→ **Exercise description**:
Every line of the entries below that includes "Drive" belongs in the answer, copied as written.

→ **Extracted entries**:

┌────────

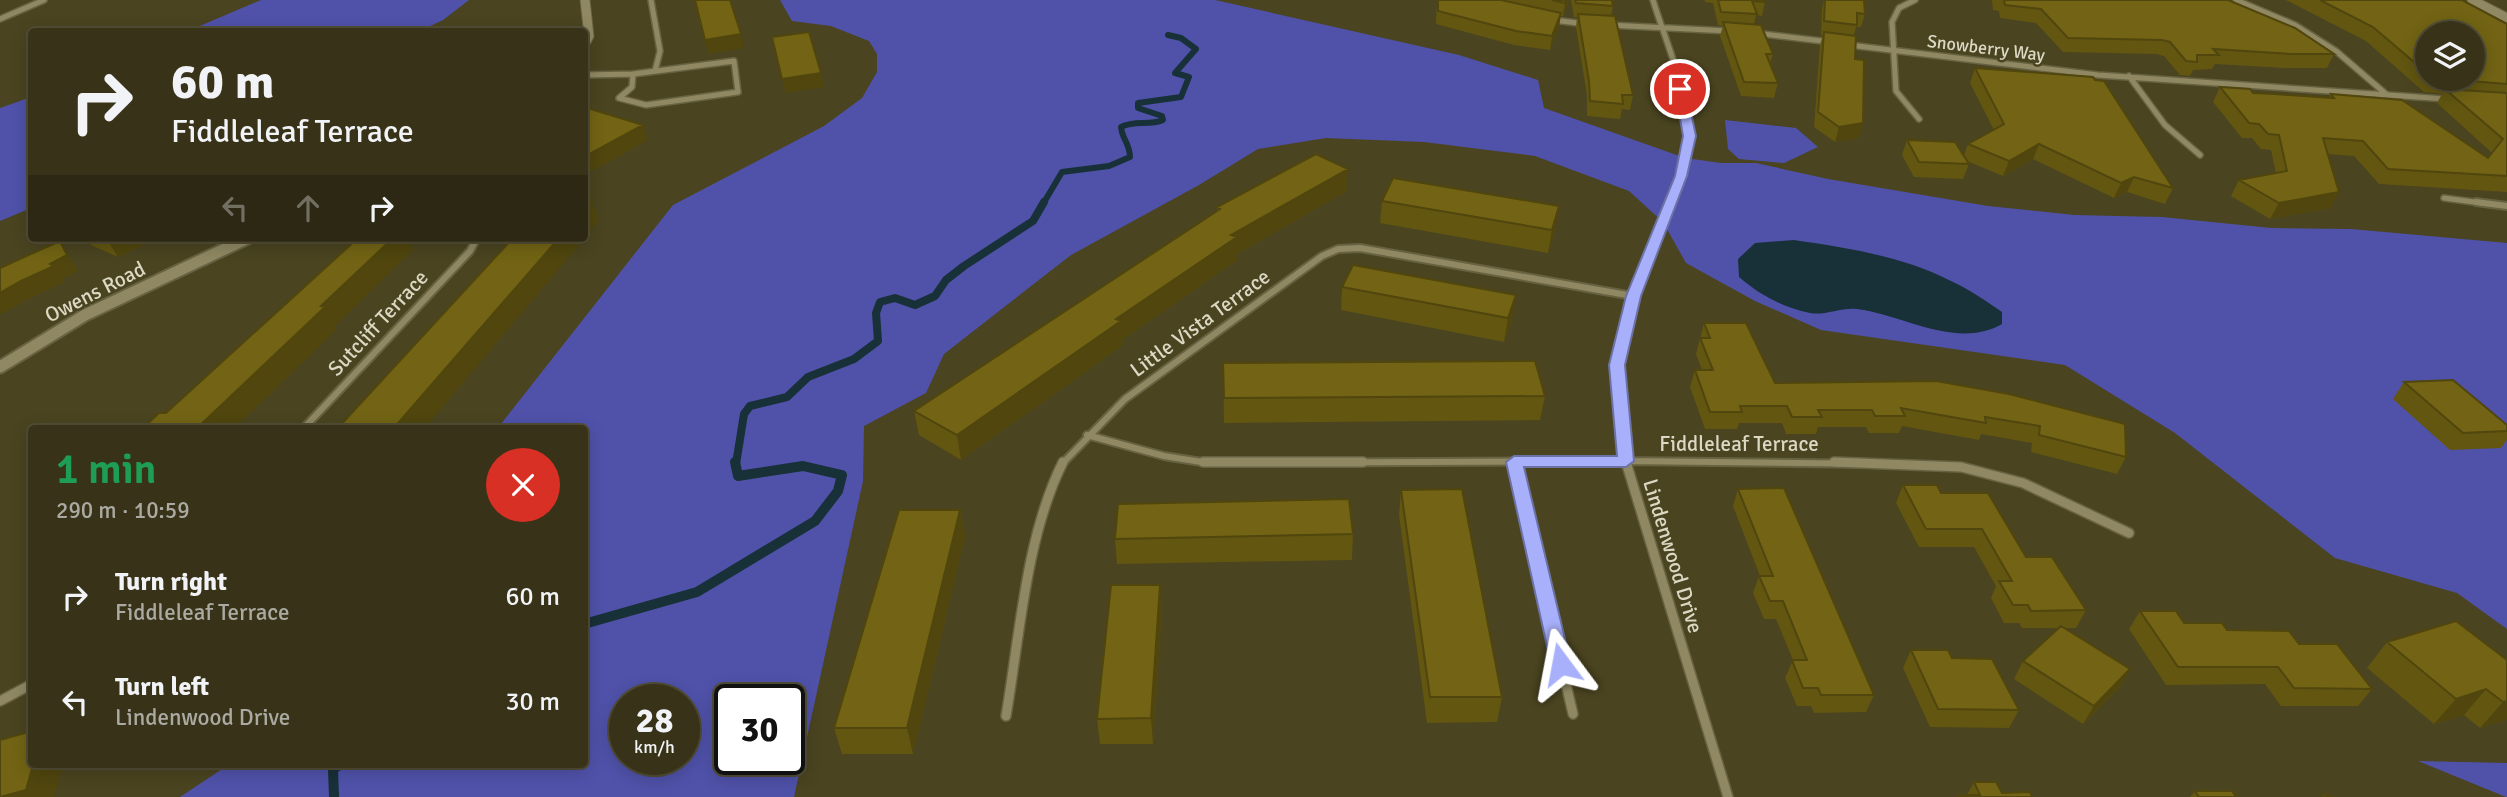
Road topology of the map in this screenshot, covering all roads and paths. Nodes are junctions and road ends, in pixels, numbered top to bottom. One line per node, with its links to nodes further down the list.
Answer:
1 (44, 0): 9 (street)
2 (586, 0): 14 (street)
3 (651, 0): 16 (street)
4 (1653, 0): 11 (street, Lindenwood Drive)
5 (1915, 0): 15 (street)
6 (2236, 0): 20 (street)
7 (2472, 0): 8 (street)
8 (2507, 18)
9 (0, 19)
10 (1546, 19): 11 (street)
11 (1662, 27): 12 (street); 28 (street, Lindenwood Drive)
12 (1734, 31)
13 (1747, 32): 15 (street, Snowberry Way)
14 (588, 38)
15 (1894, 51): 19 (street, Snowberry Way); 22 (street)
16 (655, 71): 17 (street); 17 (street)
17 (633, 74): 18 (street)
18 (588, 75)
19 (2129, 76): 20 (street, Snowberry Way); 23 (street)
20 (2386, 95): 21 (street, Snowberry Way)
21 (2456, 100)
22 (1919, 119)
23 (2200, 155)
24 (2444, 198): 25 (street)
25 (2507, 206)
26 (240, 242): 29 (street, Owens Road)
27 (475, 242): 30 (street, Sutcliff Terrace)
28 (1633, 296): 31 (street, Little Vista Terrace); 32 (street, Lindenwood Drive)
29 (0, 367)
30 (307, 425)
31 (1087, 435): 33 (street, Fiddleleaf Terrace); 38 (street, Little Vista Terrace)
32 (1626, 461): 33 (street, Fiddleleaf Terrace); 34 (street, Fiddleleaf Terrace); 39 (street, Lindenwood Drive)
33 (1514, 462): 37 (street)
34 (2129, 533)
35 (28, 686): 36 (street)
36 (0, 701)
37 (1573, 714)
38 (1006, 716)
39 (1728, 797)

└────────

→ **Result below**:
4 (1653, 0): 11 (street, Lindenwood Drive)
11 (1662, 27): 12 (street); 28 (street, Lindenwood Drive)
28 (1633, 296): 31 (street, Little Vista Terrace); 32 (street, Lindenwood Drive)
32 (1626, 461): 33 (street, Fiddleleaf Terrace); 34 (street, Fiddleleaf Terrace); 39 (street, Lindenwood Drive)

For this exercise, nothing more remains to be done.